Once we’re safely back on the right of way, I take a breather and look down at the 400-foot drop. It would have been quite a ride if the gangline had snapped or the dogs had been dragged over the side. I wonder to myself how the old-timers handled this with their 15-foot-long, half-ton freight sleds and 20-dog teams. My admiration factor for the old pioneer freighters goes up a few notches as my dogs, who think this has all been a rest break, tear on up the hill as if nothing has happened.
Copper Basin Snapshot—Journey to the Top of the World
The crown jewel of the race is the leg over a 4,000-foot summit between the Chistochina and Gakona River drainages, on a 71-mile wilderness run from Chistochina to Summit Lake. The summit is a rounded mountain peak surmounting a ridge, well above timberline.

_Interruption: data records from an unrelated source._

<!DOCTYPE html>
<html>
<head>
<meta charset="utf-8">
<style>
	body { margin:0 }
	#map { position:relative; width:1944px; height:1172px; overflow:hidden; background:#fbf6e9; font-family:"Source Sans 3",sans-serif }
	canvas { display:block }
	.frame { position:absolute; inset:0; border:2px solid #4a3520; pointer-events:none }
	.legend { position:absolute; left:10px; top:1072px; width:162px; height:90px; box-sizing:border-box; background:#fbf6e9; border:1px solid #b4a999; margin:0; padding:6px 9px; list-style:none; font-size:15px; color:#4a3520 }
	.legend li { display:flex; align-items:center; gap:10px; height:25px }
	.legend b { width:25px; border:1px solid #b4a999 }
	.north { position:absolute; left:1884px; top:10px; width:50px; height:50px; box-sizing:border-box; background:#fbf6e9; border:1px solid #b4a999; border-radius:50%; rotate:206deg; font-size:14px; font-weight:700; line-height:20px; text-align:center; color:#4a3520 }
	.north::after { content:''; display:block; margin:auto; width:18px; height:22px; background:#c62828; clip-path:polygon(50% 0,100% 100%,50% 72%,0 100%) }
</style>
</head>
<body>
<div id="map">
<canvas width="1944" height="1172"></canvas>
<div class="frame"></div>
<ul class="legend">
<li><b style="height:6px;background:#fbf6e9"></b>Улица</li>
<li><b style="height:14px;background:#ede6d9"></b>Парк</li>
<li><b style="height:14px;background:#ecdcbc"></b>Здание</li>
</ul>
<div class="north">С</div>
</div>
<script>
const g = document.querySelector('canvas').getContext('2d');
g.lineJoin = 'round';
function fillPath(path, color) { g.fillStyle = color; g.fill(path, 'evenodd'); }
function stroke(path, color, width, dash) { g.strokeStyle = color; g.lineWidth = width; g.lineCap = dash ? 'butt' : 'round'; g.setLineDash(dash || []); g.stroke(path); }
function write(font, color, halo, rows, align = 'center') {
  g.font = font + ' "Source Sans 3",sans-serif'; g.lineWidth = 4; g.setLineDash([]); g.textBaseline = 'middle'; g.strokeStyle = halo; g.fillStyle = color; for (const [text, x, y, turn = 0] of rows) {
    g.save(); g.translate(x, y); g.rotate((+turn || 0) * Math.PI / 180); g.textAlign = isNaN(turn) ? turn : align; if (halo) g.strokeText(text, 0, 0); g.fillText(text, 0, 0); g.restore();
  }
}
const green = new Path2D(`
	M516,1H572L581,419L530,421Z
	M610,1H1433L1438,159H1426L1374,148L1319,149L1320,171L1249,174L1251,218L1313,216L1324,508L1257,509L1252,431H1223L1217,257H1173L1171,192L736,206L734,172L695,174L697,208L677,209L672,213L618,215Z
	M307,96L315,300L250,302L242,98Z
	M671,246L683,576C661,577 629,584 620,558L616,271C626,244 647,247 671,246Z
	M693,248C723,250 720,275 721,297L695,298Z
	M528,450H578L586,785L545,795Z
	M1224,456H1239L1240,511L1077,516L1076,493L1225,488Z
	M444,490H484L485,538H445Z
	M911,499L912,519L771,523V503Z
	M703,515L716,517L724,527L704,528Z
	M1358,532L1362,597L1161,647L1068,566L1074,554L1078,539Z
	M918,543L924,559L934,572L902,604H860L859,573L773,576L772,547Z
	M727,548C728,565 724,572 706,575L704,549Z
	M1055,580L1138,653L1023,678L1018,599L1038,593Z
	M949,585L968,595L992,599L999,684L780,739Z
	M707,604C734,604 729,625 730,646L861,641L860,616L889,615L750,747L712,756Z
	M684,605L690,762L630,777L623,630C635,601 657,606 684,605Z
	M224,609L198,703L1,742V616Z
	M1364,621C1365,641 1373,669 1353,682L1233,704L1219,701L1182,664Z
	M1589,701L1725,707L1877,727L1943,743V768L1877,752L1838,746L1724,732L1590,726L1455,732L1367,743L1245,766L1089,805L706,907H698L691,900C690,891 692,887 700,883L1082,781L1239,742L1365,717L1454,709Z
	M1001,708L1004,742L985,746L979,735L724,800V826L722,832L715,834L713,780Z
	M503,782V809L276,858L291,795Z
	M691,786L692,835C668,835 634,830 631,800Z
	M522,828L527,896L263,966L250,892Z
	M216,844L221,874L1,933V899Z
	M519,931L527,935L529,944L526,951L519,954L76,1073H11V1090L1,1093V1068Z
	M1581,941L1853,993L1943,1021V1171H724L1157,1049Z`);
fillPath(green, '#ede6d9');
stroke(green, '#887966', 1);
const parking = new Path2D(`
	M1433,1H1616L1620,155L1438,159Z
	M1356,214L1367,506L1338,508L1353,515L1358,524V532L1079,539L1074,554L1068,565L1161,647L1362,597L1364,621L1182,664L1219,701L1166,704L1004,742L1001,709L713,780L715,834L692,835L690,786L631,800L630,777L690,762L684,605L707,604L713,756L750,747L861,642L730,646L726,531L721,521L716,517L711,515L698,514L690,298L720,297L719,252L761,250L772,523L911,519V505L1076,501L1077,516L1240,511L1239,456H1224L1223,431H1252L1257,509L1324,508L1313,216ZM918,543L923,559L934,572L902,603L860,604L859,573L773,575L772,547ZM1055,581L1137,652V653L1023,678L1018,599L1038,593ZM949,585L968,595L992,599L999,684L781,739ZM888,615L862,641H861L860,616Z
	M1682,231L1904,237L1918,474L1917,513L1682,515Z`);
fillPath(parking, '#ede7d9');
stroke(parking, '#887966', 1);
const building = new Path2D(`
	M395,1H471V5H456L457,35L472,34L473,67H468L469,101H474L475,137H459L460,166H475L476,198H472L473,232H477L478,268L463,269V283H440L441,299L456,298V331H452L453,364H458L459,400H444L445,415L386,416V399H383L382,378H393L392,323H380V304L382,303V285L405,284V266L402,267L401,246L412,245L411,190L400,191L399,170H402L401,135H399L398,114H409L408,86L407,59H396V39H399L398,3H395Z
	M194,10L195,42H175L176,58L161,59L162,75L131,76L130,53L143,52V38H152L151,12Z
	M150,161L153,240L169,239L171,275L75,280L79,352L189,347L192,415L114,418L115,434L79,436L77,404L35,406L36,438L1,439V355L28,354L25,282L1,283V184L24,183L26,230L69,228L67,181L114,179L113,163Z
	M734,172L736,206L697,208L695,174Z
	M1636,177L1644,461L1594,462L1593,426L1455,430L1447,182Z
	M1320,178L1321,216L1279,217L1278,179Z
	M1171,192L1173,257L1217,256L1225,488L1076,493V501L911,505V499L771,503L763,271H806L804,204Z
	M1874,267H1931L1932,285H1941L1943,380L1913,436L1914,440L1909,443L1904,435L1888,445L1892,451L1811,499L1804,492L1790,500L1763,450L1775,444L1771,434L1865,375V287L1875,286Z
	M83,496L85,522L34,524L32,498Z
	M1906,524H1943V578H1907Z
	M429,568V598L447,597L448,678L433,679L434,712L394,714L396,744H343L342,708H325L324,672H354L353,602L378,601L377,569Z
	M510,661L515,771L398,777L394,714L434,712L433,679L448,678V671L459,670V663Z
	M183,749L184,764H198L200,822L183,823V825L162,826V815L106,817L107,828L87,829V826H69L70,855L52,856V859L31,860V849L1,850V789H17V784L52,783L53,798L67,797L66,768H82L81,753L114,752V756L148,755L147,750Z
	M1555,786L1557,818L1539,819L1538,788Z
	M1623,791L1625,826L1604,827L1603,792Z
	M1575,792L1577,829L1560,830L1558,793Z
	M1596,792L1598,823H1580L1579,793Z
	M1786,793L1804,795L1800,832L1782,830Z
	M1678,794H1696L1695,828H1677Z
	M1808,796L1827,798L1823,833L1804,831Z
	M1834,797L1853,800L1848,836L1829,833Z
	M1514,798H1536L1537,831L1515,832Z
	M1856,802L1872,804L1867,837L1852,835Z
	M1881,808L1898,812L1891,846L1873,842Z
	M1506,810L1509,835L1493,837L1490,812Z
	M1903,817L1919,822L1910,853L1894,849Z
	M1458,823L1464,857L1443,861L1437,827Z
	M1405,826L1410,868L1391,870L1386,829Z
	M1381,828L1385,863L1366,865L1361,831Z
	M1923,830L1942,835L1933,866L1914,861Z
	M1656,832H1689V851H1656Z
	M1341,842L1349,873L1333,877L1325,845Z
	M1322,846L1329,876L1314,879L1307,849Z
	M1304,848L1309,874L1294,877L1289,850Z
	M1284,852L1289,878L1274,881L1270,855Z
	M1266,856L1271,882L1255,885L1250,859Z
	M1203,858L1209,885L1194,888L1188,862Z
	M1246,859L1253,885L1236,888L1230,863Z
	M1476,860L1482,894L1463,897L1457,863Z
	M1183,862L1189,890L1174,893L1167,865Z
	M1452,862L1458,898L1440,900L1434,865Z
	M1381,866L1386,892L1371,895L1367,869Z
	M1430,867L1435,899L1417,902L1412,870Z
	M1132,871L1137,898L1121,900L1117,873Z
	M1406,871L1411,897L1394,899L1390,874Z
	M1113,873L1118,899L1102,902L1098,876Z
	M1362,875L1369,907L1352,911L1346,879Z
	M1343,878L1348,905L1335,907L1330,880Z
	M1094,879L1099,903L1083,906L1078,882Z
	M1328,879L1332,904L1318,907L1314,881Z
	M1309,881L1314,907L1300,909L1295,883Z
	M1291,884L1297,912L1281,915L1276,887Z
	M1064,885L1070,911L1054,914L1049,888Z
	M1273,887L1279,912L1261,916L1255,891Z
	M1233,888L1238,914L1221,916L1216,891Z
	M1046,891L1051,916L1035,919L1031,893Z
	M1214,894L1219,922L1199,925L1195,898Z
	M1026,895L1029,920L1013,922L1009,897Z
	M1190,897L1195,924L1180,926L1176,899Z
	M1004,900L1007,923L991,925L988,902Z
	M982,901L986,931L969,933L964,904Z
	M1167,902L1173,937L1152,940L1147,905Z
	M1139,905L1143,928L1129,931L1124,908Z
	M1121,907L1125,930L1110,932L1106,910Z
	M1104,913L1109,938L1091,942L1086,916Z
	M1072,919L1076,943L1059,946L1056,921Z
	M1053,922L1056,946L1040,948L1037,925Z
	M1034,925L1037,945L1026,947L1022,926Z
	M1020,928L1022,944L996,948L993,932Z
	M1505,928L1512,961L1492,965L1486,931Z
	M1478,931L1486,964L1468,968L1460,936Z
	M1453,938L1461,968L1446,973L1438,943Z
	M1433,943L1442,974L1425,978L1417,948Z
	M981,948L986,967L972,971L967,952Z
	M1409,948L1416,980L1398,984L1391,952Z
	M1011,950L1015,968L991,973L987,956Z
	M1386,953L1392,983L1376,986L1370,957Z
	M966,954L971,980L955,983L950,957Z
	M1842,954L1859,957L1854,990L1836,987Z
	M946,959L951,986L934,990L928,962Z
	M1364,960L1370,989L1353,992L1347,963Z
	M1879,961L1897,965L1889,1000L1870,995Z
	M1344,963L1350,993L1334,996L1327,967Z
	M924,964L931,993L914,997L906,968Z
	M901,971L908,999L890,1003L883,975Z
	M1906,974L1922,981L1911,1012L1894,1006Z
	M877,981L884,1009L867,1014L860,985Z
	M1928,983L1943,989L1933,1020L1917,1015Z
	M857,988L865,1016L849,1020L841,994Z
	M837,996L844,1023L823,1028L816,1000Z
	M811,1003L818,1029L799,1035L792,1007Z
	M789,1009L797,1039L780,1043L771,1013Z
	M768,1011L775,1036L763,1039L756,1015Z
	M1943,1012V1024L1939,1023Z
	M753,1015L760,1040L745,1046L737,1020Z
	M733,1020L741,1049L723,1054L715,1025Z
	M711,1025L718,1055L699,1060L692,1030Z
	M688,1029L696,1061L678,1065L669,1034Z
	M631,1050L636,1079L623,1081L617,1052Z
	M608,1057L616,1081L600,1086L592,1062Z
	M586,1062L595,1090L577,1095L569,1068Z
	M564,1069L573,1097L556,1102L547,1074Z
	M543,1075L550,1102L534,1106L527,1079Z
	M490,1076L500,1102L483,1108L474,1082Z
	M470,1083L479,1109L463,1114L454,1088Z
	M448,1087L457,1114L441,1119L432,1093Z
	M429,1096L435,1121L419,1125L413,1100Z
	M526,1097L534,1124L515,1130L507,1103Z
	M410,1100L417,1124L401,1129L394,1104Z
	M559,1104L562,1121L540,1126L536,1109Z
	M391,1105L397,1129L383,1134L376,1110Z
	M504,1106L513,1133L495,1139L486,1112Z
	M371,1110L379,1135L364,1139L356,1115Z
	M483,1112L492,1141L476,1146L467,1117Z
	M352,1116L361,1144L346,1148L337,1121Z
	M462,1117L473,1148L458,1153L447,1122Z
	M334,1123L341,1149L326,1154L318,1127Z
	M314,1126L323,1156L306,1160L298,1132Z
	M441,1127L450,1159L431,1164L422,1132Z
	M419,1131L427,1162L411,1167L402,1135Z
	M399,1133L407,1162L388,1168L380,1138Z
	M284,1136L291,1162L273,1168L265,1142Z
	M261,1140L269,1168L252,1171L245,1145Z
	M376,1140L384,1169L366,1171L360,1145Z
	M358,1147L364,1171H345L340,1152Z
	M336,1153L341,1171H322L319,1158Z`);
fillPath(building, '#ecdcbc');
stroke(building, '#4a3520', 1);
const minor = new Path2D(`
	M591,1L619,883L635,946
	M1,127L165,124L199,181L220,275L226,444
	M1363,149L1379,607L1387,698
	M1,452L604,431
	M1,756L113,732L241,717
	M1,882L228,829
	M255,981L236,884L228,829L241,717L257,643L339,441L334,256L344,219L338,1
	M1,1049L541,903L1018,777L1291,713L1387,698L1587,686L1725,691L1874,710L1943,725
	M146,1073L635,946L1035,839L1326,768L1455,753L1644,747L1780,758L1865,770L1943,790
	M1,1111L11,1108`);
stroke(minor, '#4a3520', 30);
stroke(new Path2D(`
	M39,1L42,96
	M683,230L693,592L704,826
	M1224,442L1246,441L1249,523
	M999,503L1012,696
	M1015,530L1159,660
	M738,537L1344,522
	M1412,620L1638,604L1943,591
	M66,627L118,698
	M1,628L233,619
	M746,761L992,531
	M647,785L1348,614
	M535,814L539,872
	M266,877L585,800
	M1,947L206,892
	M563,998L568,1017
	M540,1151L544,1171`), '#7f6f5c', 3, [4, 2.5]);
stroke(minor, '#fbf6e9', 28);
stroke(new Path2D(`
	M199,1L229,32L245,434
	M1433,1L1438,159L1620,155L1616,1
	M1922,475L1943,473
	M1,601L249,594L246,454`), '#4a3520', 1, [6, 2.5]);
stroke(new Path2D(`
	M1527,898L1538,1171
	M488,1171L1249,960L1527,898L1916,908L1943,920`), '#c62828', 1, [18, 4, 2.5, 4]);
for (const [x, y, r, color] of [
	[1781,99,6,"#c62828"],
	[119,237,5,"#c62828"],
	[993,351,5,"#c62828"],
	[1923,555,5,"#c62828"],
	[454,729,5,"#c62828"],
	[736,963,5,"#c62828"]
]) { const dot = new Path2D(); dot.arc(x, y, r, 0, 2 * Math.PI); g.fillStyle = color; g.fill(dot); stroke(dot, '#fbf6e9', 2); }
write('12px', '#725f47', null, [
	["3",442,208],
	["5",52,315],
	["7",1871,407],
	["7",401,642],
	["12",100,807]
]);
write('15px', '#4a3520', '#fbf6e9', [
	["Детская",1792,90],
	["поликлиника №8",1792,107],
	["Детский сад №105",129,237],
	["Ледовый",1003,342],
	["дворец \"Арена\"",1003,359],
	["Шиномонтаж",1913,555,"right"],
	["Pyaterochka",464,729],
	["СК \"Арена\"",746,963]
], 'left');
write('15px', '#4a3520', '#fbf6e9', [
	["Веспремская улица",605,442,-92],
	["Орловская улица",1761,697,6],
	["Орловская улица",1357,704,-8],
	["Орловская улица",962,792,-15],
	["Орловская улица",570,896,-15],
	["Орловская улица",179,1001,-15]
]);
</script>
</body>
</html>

The leg begins as the most beautiful and trouble-free run of the race for me. After watching a spectacular sunrise as the team sweeps up the smooth trail above the Chistochina River, I snack the dogs and rest them for half an hour. I even get a chance to stop and chat with Emmitt Peters as he rests his team. He won the 1975 Iditarod—the second Native to do so—and is a good friend of Ron’s. Emmitt was also a race judge in the Iditarod just past and I flew him extensively in my plane.
Leaving Emmitt and passing a couple of other teams, we reach the foot of the east approach to the summit after seven hours on the trail from Chistochina. The ascent begins abruptly as the trail climbs straight up out of the Excelsior Creek valley, running directly up a forbidding slope. We charge into it and the dogs settle into their steep-hill mode, digging in and shifting into “granny low” gear. I help by pedaling (pushing with one foot while holding on to the handlebar) and occasionally even by jumping off the runners and walking alongside the sled to lessen the load.